While the Persian sailors and marines were wasting the north of Eubœa, a herald came from Xerxes ordering a day's leave ashore to be given, that the crews might view the field of Thermopylæ. On the Greek side were four thousand bodies in a heap, which the king pretended were all Spartans or Thespians; on his side lay about a thousand, scattered all over the field. The rest of the Persians had been carefully buried beforehand; but the trick deceived nobody.

The Persian army now advanced and ravaged Phocis, and on the farther frontier parted into two divisions, the larger entering the friendly territory of Bœotia, and making for Athens—the smaller proceeding towards Delphi. Xerxes was well instructed as to the wealth of Apollo's temple, and must have known by heart all the costly offerings that Crœsus had made.
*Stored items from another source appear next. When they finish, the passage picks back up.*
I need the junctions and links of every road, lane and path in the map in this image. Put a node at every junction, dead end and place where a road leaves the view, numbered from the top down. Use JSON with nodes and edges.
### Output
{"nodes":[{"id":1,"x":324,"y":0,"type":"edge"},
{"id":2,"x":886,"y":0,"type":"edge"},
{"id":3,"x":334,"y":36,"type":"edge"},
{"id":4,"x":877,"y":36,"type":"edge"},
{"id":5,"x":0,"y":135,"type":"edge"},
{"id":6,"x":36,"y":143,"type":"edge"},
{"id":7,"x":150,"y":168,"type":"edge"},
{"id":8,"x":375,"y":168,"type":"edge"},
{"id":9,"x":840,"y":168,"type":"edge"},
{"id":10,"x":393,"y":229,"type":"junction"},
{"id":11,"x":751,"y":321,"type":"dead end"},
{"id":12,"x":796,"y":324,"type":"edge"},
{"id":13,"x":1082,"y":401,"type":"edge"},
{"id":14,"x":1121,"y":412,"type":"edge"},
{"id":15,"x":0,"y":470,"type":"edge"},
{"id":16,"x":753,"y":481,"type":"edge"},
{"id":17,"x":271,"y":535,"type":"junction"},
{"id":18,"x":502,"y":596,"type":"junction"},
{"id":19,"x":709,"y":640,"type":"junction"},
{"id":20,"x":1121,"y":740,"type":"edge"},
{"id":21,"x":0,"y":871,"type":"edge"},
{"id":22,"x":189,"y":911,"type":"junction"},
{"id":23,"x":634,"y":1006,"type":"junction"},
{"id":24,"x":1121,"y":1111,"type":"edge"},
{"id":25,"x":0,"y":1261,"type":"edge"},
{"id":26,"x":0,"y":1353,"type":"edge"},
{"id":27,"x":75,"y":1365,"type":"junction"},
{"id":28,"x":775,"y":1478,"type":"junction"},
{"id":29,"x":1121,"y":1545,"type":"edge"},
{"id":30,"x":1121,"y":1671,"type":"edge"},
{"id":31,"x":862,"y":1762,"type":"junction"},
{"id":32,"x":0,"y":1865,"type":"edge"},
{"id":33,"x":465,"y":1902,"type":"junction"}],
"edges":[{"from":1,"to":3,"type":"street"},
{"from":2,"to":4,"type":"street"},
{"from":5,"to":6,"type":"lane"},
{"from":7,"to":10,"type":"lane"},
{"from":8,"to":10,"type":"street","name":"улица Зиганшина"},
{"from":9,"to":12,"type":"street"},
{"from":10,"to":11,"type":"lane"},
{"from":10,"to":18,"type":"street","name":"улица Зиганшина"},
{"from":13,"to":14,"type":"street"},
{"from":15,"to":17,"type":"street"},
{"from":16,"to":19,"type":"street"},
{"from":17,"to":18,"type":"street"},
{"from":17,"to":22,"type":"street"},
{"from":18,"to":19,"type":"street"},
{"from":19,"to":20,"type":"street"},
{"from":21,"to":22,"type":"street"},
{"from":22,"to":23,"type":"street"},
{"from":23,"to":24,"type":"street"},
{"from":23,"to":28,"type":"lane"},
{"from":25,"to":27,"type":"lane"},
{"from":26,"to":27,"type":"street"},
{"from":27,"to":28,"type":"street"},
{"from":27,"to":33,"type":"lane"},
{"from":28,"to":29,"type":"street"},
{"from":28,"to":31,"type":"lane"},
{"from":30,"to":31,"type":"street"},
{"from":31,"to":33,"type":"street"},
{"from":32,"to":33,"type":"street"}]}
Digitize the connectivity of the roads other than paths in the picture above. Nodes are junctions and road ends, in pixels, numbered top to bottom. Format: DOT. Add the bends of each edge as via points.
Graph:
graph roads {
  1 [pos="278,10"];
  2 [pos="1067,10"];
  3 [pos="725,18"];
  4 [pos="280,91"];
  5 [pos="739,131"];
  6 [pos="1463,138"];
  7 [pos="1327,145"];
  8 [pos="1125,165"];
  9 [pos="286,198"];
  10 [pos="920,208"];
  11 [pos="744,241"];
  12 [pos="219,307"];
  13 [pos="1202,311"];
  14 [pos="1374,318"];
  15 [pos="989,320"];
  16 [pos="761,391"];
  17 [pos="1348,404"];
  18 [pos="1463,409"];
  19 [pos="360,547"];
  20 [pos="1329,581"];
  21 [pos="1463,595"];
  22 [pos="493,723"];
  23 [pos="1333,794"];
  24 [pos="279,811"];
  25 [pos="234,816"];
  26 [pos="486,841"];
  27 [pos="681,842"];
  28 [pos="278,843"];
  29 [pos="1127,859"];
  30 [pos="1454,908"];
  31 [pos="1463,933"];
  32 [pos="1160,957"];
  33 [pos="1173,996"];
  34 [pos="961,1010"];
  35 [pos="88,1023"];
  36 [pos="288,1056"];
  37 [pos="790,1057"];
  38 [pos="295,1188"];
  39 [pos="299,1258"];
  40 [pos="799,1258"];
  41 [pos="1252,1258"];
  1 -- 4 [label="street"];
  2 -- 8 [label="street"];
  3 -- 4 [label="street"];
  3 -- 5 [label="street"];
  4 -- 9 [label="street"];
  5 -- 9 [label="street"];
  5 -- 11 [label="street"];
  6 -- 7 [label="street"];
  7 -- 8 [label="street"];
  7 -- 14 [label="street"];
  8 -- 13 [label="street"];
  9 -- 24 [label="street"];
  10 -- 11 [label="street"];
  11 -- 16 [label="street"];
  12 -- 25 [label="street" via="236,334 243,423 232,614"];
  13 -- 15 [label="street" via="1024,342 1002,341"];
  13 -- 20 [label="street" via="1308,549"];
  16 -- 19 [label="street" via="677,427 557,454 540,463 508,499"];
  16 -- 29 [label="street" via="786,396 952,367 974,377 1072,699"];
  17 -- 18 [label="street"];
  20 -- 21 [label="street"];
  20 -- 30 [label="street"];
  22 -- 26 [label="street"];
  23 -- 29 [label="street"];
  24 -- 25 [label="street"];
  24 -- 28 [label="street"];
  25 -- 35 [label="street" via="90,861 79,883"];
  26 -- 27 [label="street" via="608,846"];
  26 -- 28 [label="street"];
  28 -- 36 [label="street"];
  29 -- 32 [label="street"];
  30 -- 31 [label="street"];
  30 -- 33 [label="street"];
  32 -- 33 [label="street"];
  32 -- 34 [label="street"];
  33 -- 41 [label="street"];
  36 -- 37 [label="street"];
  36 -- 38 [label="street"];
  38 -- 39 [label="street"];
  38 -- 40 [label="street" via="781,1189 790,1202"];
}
The Delphians in dismay consulted their oracle: the god replied that "he could protect his own." Just when the enemy reached the ascent to the temple, a thunderstorm burst forth, and great rocks came rolling down the steep of Parnassus. The Persians fled, and the Delphians, assisted apparently by two supernatural warriors, emerged from their hiding-places and slew the hindermost. The priests of Apollo were doubtless adepts in the machinery of the stage.

  1. The forty members of the French Academy are so nicknamed for the same reason.